Using solvent extraction it is possible to extract uranium, plutonium, thorium and many rare earth elements from acid solutions in a selective way by using the right choice of organic extracting solvent and diluent. One solvent used for this purpose is the organophosphate tributyl phosphate (TBP). The PUREX process that is commonly used in nuclear reprocessing uses a mixture of tri-n-butyl phosphate and an inert hydrocarbon (kerosene), the uranium(VI) are extracted from strong nitric acid and are back-extracted (stripped) using weak nitric acid. An organic soluble uranium complex [UO_{2}(TBP)_{2}(NO_{3})_{2}] is formed, then the organic layer bearing the uranium is brought into contact with a dilute nitric acid solution; the equilibrium is shifted away from the organic soluble uranium complex and towards the free TBP and uranyl nitrate in dilute nitric acid.
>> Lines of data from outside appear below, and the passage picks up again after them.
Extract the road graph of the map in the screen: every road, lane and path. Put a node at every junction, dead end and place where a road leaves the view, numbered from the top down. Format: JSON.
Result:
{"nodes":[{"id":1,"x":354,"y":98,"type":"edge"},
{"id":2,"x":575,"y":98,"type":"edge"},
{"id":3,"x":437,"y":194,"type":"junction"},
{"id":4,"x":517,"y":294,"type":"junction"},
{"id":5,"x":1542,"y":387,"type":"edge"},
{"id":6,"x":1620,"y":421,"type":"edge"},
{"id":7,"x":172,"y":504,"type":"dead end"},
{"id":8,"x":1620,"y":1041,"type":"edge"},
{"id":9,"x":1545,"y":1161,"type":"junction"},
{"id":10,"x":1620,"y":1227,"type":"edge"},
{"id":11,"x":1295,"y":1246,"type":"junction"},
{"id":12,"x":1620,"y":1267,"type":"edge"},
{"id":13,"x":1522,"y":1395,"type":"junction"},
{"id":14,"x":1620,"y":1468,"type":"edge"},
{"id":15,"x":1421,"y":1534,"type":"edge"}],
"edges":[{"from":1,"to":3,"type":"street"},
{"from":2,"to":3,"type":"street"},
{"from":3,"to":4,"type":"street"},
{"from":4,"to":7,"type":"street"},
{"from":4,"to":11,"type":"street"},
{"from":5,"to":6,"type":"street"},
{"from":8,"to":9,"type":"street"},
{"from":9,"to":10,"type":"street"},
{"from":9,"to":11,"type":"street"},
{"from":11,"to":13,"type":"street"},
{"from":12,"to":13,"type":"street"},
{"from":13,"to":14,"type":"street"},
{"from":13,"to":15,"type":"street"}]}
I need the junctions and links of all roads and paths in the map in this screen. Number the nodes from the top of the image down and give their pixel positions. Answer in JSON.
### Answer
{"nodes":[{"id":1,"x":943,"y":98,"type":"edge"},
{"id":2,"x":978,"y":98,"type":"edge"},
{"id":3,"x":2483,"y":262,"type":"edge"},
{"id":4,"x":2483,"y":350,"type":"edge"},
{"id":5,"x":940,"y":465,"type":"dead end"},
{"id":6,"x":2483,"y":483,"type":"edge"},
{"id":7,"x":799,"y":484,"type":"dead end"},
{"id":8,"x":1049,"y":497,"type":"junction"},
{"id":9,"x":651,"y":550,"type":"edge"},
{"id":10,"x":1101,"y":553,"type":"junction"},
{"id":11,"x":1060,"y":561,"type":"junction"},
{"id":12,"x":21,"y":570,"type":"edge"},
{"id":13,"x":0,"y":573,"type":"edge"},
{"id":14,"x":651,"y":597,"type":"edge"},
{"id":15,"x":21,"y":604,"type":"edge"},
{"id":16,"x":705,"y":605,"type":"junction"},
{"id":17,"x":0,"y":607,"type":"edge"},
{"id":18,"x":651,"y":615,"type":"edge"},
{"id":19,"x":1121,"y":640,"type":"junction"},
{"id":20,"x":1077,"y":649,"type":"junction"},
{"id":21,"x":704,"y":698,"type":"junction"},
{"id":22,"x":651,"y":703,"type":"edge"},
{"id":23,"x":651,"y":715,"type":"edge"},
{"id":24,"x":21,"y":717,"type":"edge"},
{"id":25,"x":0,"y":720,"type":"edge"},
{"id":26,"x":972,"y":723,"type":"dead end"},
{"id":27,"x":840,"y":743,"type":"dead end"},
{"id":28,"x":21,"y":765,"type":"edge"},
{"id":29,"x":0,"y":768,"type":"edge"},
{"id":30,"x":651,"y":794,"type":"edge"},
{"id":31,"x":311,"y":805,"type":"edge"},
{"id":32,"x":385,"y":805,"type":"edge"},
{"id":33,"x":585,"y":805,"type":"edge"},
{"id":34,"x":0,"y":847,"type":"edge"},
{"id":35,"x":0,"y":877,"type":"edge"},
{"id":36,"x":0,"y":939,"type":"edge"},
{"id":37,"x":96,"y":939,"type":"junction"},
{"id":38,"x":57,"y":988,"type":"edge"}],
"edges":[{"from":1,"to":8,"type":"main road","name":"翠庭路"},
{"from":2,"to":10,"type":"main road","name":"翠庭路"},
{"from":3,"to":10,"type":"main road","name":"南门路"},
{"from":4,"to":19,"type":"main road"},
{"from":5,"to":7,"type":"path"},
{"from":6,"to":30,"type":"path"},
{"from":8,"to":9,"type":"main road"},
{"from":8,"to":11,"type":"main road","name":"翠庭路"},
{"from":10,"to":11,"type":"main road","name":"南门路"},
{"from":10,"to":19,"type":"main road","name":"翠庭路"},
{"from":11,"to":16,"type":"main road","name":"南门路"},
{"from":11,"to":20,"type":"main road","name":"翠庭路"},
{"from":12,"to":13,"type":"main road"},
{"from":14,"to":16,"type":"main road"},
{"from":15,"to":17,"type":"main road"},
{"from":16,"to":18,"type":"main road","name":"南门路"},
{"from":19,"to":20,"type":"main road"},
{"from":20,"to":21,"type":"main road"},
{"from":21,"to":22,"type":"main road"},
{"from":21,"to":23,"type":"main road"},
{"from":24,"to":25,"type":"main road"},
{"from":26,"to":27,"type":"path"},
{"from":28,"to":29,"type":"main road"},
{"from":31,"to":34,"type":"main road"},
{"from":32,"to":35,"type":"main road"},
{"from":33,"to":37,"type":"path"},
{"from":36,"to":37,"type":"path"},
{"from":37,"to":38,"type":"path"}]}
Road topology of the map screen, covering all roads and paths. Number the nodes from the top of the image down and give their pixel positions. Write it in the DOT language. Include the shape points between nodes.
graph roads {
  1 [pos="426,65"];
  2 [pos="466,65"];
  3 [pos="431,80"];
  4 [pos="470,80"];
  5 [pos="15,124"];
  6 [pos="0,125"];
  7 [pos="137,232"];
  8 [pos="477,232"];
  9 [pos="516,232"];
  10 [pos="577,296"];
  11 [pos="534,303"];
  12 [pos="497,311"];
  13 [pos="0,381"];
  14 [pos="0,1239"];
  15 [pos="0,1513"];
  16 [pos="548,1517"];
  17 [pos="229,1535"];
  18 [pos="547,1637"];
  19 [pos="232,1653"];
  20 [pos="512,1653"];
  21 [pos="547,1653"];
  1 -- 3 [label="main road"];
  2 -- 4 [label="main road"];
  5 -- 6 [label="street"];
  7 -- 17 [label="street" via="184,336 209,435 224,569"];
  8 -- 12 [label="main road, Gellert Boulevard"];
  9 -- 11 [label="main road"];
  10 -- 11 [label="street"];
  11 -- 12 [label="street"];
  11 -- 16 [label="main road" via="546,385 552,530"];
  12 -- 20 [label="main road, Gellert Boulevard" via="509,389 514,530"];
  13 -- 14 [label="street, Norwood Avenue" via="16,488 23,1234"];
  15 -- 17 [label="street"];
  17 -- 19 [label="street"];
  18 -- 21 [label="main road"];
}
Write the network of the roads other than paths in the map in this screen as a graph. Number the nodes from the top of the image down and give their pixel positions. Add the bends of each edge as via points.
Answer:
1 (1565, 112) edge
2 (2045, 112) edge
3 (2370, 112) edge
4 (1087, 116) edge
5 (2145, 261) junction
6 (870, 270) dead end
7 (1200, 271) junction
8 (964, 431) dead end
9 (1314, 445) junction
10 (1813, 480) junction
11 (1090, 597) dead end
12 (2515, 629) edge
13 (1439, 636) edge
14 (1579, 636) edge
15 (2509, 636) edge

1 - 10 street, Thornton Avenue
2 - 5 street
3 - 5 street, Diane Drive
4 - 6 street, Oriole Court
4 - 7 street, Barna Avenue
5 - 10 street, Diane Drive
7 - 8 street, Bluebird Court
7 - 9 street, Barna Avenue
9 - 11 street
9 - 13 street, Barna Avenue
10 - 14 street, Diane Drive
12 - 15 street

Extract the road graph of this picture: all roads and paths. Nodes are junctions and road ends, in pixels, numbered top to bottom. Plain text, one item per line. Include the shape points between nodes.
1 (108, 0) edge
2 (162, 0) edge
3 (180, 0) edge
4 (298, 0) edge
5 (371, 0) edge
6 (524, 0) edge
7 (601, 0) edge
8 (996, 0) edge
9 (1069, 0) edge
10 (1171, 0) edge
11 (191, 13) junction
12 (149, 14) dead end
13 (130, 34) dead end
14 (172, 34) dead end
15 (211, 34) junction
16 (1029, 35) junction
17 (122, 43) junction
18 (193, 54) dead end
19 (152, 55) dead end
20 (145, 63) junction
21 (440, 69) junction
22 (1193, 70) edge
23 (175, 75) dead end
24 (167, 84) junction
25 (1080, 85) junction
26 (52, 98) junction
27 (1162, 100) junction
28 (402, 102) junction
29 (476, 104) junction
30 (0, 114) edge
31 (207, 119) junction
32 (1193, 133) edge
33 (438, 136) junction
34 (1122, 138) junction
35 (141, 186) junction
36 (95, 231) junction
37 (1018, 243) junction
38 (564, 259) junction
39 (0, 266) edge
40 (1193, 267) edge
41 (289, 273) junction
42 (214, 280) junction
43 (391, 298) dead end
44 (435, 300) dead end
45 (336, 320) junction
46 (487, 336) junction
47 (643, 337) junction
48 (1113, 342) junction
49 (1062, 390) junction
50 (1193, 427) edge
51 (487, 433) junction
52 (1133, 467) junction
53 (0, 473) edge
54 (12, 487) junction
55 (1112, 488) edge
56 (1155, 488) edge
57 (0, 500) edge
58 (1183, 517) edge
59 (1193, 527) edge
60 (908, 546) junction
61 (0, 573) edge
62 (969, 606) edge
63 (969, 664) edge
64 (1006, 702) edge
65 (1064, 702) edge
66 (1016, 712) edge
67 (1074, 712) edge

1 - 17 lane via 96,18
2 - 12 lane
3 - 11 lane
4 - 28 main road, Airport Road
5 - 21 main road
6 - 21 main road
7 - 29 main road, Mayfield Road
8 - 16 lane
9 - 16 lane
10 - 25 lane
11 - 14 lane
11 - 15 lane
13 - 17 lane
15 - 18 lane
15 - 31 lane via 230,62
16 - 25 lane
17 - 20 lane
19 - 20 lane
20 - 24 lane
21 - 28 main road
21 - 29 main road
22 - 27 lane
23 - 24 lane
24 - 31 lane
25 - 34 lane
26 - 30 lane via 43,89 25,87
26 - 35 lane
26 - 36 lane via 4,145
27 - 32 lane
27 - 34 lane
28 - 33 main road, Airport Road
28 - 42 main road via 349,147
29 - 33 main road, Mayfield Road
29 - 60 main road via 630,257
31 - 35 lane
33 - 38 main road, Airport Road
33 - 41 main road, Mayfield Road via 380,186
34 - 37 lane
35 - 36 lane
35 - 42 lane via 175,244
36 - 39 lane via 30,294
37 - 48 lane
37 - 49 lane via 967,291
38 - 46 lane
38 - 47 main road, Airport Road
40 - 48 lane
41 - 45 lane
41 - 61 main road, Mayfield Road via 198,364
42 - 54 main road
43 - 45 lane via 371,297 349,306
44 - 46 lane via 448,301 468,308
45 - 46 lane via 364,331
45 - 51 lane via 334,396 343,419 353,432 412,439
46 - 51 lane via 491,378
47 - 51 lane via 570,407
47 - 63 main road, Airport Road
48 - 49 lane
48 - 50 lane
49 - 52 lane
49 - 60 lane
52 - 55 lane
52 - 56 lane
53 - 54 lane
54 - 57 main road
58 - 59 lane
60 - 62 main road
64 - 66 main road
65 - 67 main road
The plutonium(IV) forms a similar complex to the uranium(VI), but it is possible to strip the plutonium in more than one way; a reducing agent that converts the plutonium to the trivalent oxidation state can be added. This oxidation state does not form a stable complex with TBP and nitrate unless the nitrate concentration is very high (circa 10 mol/L nitrate is required in the aqueous phase). Another method is to simply use dilute nitric acid as a stripping agent for the plutonium. This PUREX chemistry is a classic example of a solvation extraction. In this case, D_{U} = k [TBP]^{2}[NO_{3}^{−}]^{2}.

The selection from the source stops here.